*** Opening of EXCERPTED DATA ***

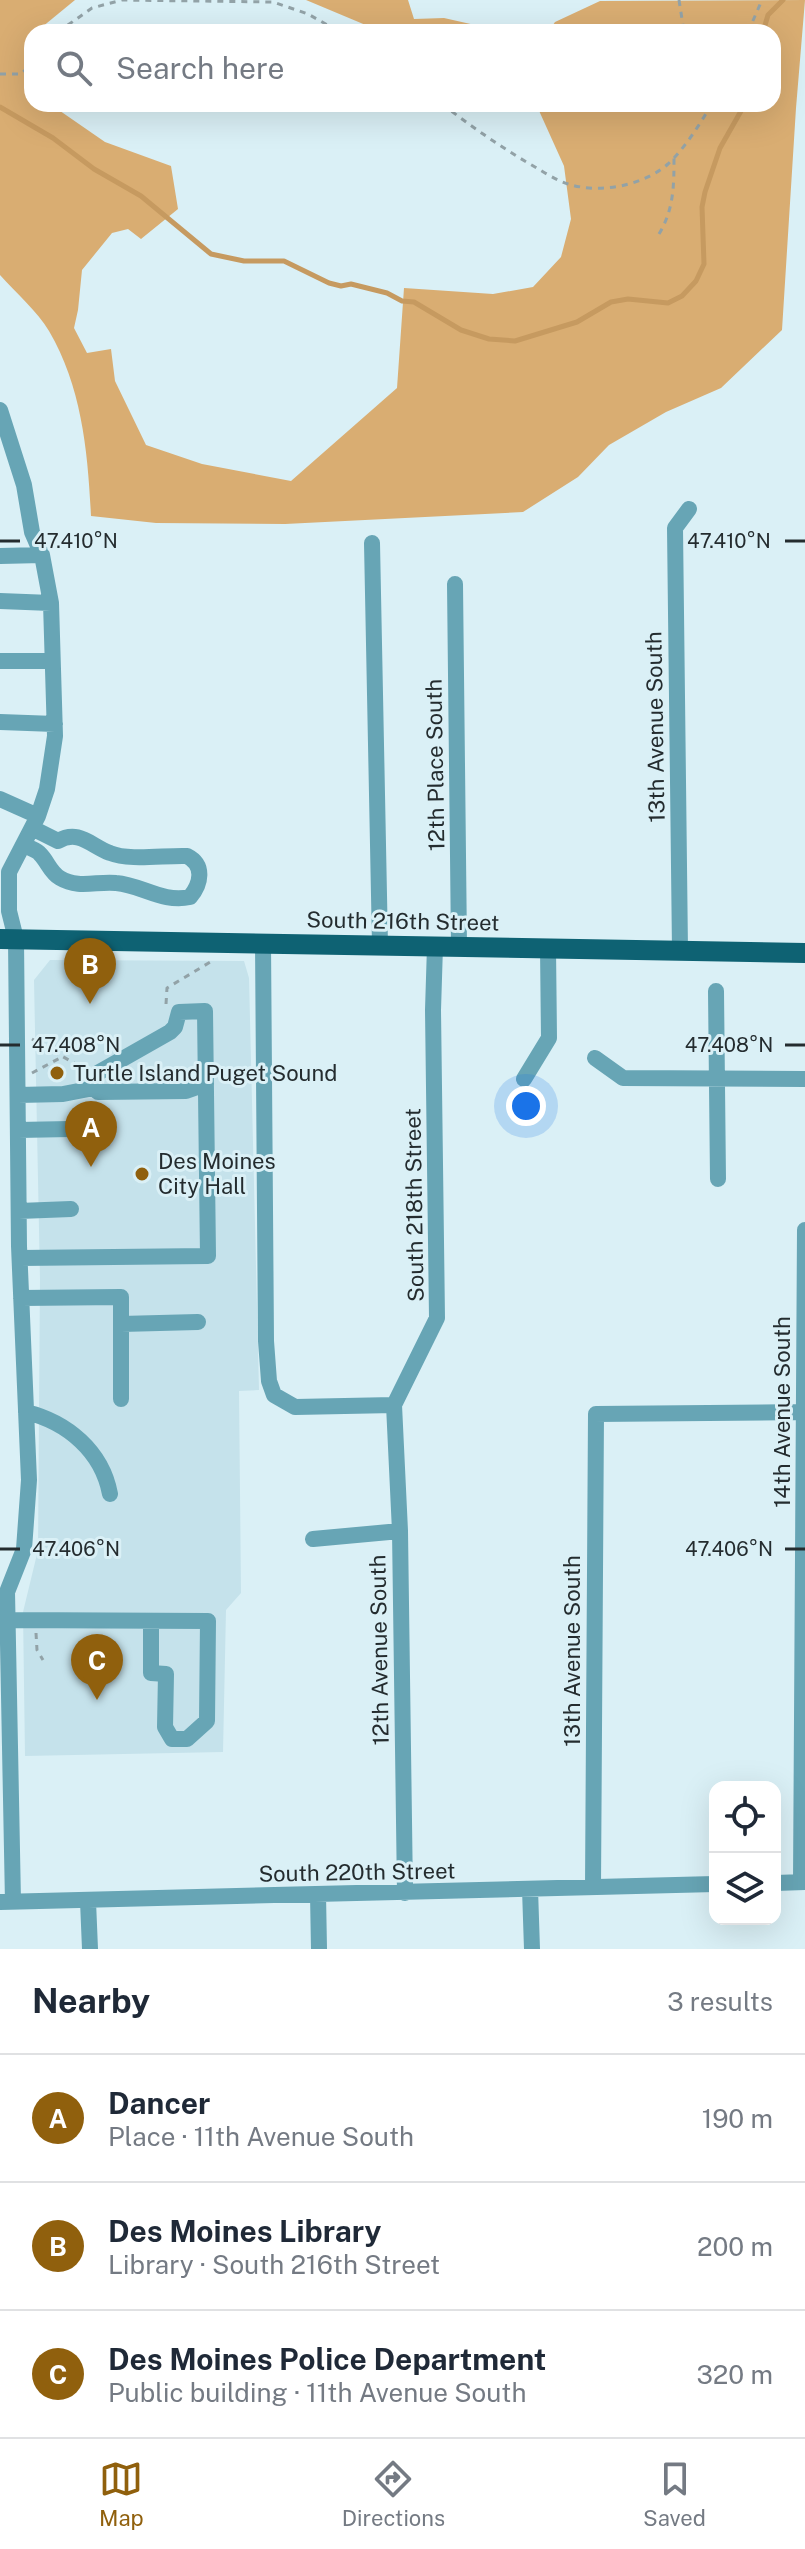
<!DOCTYPE html>
<html lang="en">
<head>
<meta charset="utf-8">
<style>
  :root { --surface:#fff; --page:#f6f6f7; --text:#1f2937; --muted:#747a83; --line:#e0e1e3; --accent:#90600d }
  body { margin:0; font-family:"Public Sans",sans-serif; background:var(--page); color:var(--text) }
  .controls { position:absolute; right:24px; bottom:24px; display:grid; overflow:hidden; border-radius:16px; box-shadow:0 8px 32px #0002 }
  .controls button { width:72px; height:72px; display:grid; place-items:center; padding:0; border:0; border-bottom:2px solid var(--line); background:var(--surface); color:var(--text); font:40px sans-serif }
  .you { position:absolute; left:526px; top:1106px; width:28px; height:28px; margin:-20px; border:6px solid #fff; border-radius:50%; background:#1a73e8; box-shadow:0 0 0 12px #1a73e833 }
  .badge { display:grid; place-items:center; width:52px; height:52px; border-radius:50%; background:var(--accent); color:#fff; font-size:26px; font-weight:700 }
  .pin { position:absolute; translate:-50% -66px; filter:drop-shadow(0 2px 4px #0008) }
  .pin::after { content:''; position:absolute; top:42px; width:28px; height:24px; background:inherit; clip-path:polygon(0 0,100% 0,50% 100%) }
  .list { margin:0; padding:0; list-style:none }
  h2 { display:flex; justify-content:space-between; align-items:center; height:104px; margin:0; padding:0 32px; font-size:34px }
  h2 small { font-size:26px; font-weight:400; color:var(--muted) }
  .list li { display:grid; grid-template-columns:52px 1fr auto; gap:24px; align-items:center; box-sizing:border-box; height:128px; padding:0 32px; border-top:2px solid var(--line) }
  .list b { display:block; font-size:30px; white-space:nowrap }
  .list p { margin:0; font-size:26px; white-space:nowrap; color:var(--muted) }
  .list em { font-size:26px; font-style:normal; color:var(--muted) }
  .icon { flex:none; width:44px; height:44px; fill:none; stroke:currentColor; stroke-width:2; stroke-linecap:round; stroke-linejoin:round }
  .map { position:relative; flex:none; width:805px; height:1949px; overflow:hidden }
  .search { position:absolute; background:var(--surface); box-shadow:0 8px 32px #0002; left:24px; right:24px; top:24px; height:88px; display:flex; align-items:center; gap:20px; box-sizing:border-box; padding:0 28px; border-radius:24px; color:var(--muted); font-size:30px }
  .sheet { height:488px; background:var(--surface) }
  nav { display:flex; justify-content:space-around; align-items:center; box-sizing:border-box; height:112px; border-top:2px solid var(--line); background:var(--surface); font-size:22px; color:var(--muted) }
  nav a { display:grid; justify-items:center; gap:4px }
  nav .on { color:var(--accent) }
  .map>svg:first-child { display:block }
  .built { fill:#c5e2eb }
  .forest { fill:#d9ad72 }
  .lines { fill:none; stroke-linecap:round; stroke-linejoin:round }
  .stream { stroke:#c69a60; stroke-width:5 }
  .path { stroke:#92a2a7; stroke-width:3; stroke-dasharray:6 6; stroke-linecap:butt }
  .minor { stroke:#67a5b5; stroke-width:16 }
  .major { stroke:#0e6273; stroke-width:20 }
  .ticks { fill:none; stroke:#242c2f; stroke-width:3 }
  .poi-dot { fill:#90600d; stroke:#daf0f6; stroke-width:3 }
  .labels { text-anchor:middle; stroke-width:6; stroke-linejoin:round; paint-order:stroke }
  .street-label { font-size:22px; fill:#242c2f; stroke:#daf0f6 }
  .poi-label { font-size:22px; fill:#242c2f; stroke:#daf0f6; text-anchor:start }
  .ticks-label { font-size:20px; text-anchor:middle; fill:#242c2f; stroke:#daf0f6; stroke-width:6; stroke-linejoin:round; paint-order:stroke }
</style>
</head>
<body>
<div class="map">
<svg width="805" height="1949" viewBox="0 0 805 1949">
  <rect width="100%" height="100%" fill="#daf0f6"/>
  <path class="built" d="M50 960 244 961 249 978 259 1390 239 1391 241 1593 226 1610 223 1752 25 1756 23 1612 38 1550 40 1279 34 980Z"/>
  <path class="forest" d="M0 0H75L36 32H32V104H50L105 142 171 166 178 209 141 239 128 229 112 233 82 270 78 310 74 328 87 353 111 349 115 381 146 445 202 464 291 481 397 388 404 288 493 294 533 287 561 257 571 219 564 166 536 104H773V32H548L555 22 600 1 805 0 796 108 782 330 721 388 666 412 609 445 578 477 523 512 285 524 156 523 91 516C88 453 82 387 49 331 37 311 16 293 0 275Z
    M306 0H408L414 19 444 18 475 25 479 32H376L368 26Z"/>
  <g class="lines">
    <path class="stream" d="M763 32 768 15 783 0
      M0 107 53 138 94 169 141 196 211 254 244 261H284L329 283 341 286 351 284 387 293 402 301 414 302 461 330 489 339 515 341 577 322 611 302 628 299 668 303 682 296 696 281 704 264 702 207 705 192 720 148 745 104"/>
    <path class="path" d="M679 0 684 32
      M58 32 92 8 122 0 273 2 308 14 340 32
      M748 32 762 0
      M0 74H21L32 64
      M442 104C472 127 502 148 535 167 545 173 556 180 568 184 599 194 643 186 668 164 686 147 699 125 712 104
      M703 104 706 114
      M659 234C674 209 674 185 674 157
      M166 1004 167 988 212 961
      M32 1039 81 1067
      M32 1073 60 1058
      M36 1633 37 1650 43 1660"/>
    <path class="minor" d="M0 410 24 485 32 532 42 555 51 603 55 736 47 789 38 816 9 872V911L16 939 19 1246 29 1480 24 1549 7 1592 13 1902
      M372 543 380 945
      M0 556 42 555
      M455 584 459 946
      M0 601 51 603
      M0 661H52
      M0 722 55 724
      M0 799 38 816
      M24 845C29 848 37 850 40 854 48 862 50 872 60 878 78 889 97 881 116 883 142 885 162 903 190 897 201 884 205 865 187 856 165 855 129 861 110 853 91 846 79 829 58 841L32 828
      M263 943 266 1341 269 1381 274 1395 295 1407 394 1405
      M680 950 675 528 689 509
      M716 991 718 1179
      M595 1058 623 1078 805 1079
      M524 1079 549 1038 548 948
      M18 1095 63 1094 94 1088
      M18 1130 70 1129
      M19 1211 71 1209
      M20 1258 208 1256 205 1011 179 1012 175 1027 170 1032 96 1074 94 1088 98 1092 186 1091 206 1084
      M21 1298 121 1297V1399
      M121 1324 198 1322
      M26 1412C67 1422 102 1451 110 1494
      M313 1539 400 1531
      M8 1620 208 1621 207 1721 187 1739H172L165 1727 166 1674 151 1673V1621
      M801 1882 805 1230
      M775 1883 805 1882
      M593 1887 596 1414 805 1412
      M530 1889 532 1949
      M405 1893 400 1531 394 1405 437 1318 433 1010 435 946
      M318 1894 319 1949
      M88 1901 90 1949
      M0 1902 715 1884"/>
    <path class="major" d="M0 939 805 953"/>
  </g>
  <path class="ticks" d="M0 541H20M785 541H805M0 1045H20M785 1045H805M0 1549H20M785 1549H805"/>
  <g class="poi-dot">
    <circle cx="57" cy="1073" r="8"/>
    <circle cx="142" cy="1174" r="8"/>
  </g>
  <g class="labels">
    <g class="street-label">
      <text transform="translate(655 727) rotate(-91)" y="8">13th Avenue South</text>
      <text transform="translate(435 765) rotate(-91)" y="8">12th Place South</text>
      <text transform="translate(403 921) rotate(1)" y="8">South 216th Street</text>
      <text transform="translate(414 1205) rotate(-91)" y="8">South 218th Street</text>
      <text transform="translate(782 1412) rotate(-90)" y="8">14th Avenue South</text>
      <text transform="translate(379 1650) rotate(-91)" y="8">12th Avenue South</text>
      <text transform="translate(572 1651) rotate(-90)" y="8">13th Avenue South</text>
      <text transform="translate(357 1872) rotate(-1)" y="8">South 220th Street</text>
    </g>
    <g class="poi-label">
      <text x="73" y="1081">Turtle Island Puget Sound</text>
      <text x="158" y="1169">Des Moines<tspan x="158" dy="25">City Hall</tspan></text>
    </g>
  </g>
  <g class="ticks-label">
    <text x="76" y="548">47.410°N</text>
    <text x="729" y="548">47.410°N</text>
    <text x="76" y="1052">47.408°N</text>
    <text x="729" y="1052">47.408°N</text>
    <text x="76" y="1556">47.406°N</text>
    <text x="729" y="1556">47.406°N</text>
  </g>
</svg>
<div class="controls">
<button><svg class="icon" aria-label="locate" viewBox="0 0 24 24"><circle cx="12" cy="12" r="6"/><path d="M12 2v4M12 18v4M2 12h4M18 12h4"/></svg></button>
<button><svg class="icon" aria-label="layers" viewBox="0 0 24 24"><path d="M12 4l9 5-9 5-9-5zM3 14l9 5 9-5"/></svg></button>
</div>
<div class="you"></div>
<div class="pin badge" style="left:91px;top:1167px">A</div>
<div class="pin badge" style="left:90px;top:1004px">B</div>
<div class="pin badge" style="left:97px;top:1700px">C</div>
<div class="search"><svg class="icon" aria-label="search" viewBox="0 0 24 24"><circle cx="10" cy="10" r="6"/><path d="M15 15l6 6"/></svg>Search here</div>
</div>
<section class="sheet">
<h2>Nearby<small>3 results</small></h2>
<ul class="list">
<li><span class="badge">A</span><div><b>Dancer</b><p>Place · 11th Avenue South</p></div><em>190 m</em></li>
<li><span class="badge">B</span><div><b>Des Moines Library</b><p>Library · South 216th Street</p></div><em>200 m</em></li>
<li><span class="badge">C</span><div><b>Des Moines Police Department</b><p>Public building · 11th Avenue South</p></div><em>320 m</em></li>
</ul>
</section>
<nav>
<a class="on"><svg class="icon" aria-label="map" viewBox="0 0 24 24"><path d="M3 6l6-2 6 2 6-2v14l-6 2-6-2-6 2zM9 4v14M15 6v14"/></svg>Map</a>
<a><svg class="icon" aria-label="directions" viewBox="0 0 24 24"><path d="M12 3l9 9-9 9-9-9zM9 14v-3h6M13 9l2 2-2 2"/></svg>Directions</a>
<a><svg class="icon" aria-label="saved" viewBox="0 0 24 24"><path d="M7 4h10v16l-5-4-5 4z"/></svg>Saved</a>
</nav>
</body>
</html>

*** Close of EXCERPTED DATA ***

=== TASK TO COMPLETE ===
Search the material for the word "forest" and copy every matching line.

=== RESPONSE AREA ===
  .forest { fill:#d9ad72 }
  <path class="forest" d="M0 0H75L36 32H32V104H50L105 142 171 166 178 209 141 239 128 229 112 233 82 270 78 310 74 328 87 353 111 349 115 381 146 445 202 464 291 481 397 388 404 288 493 294 533 287 561 257 571 219 564 166 536 104H773V32H548L555 22 600 1 805 0 796 108 782 330 721 388 666 412 609 445 578 477 523 512 285 524 156 523 91 516C88 453 82 387 49 331 37 311 16 293 0 275Z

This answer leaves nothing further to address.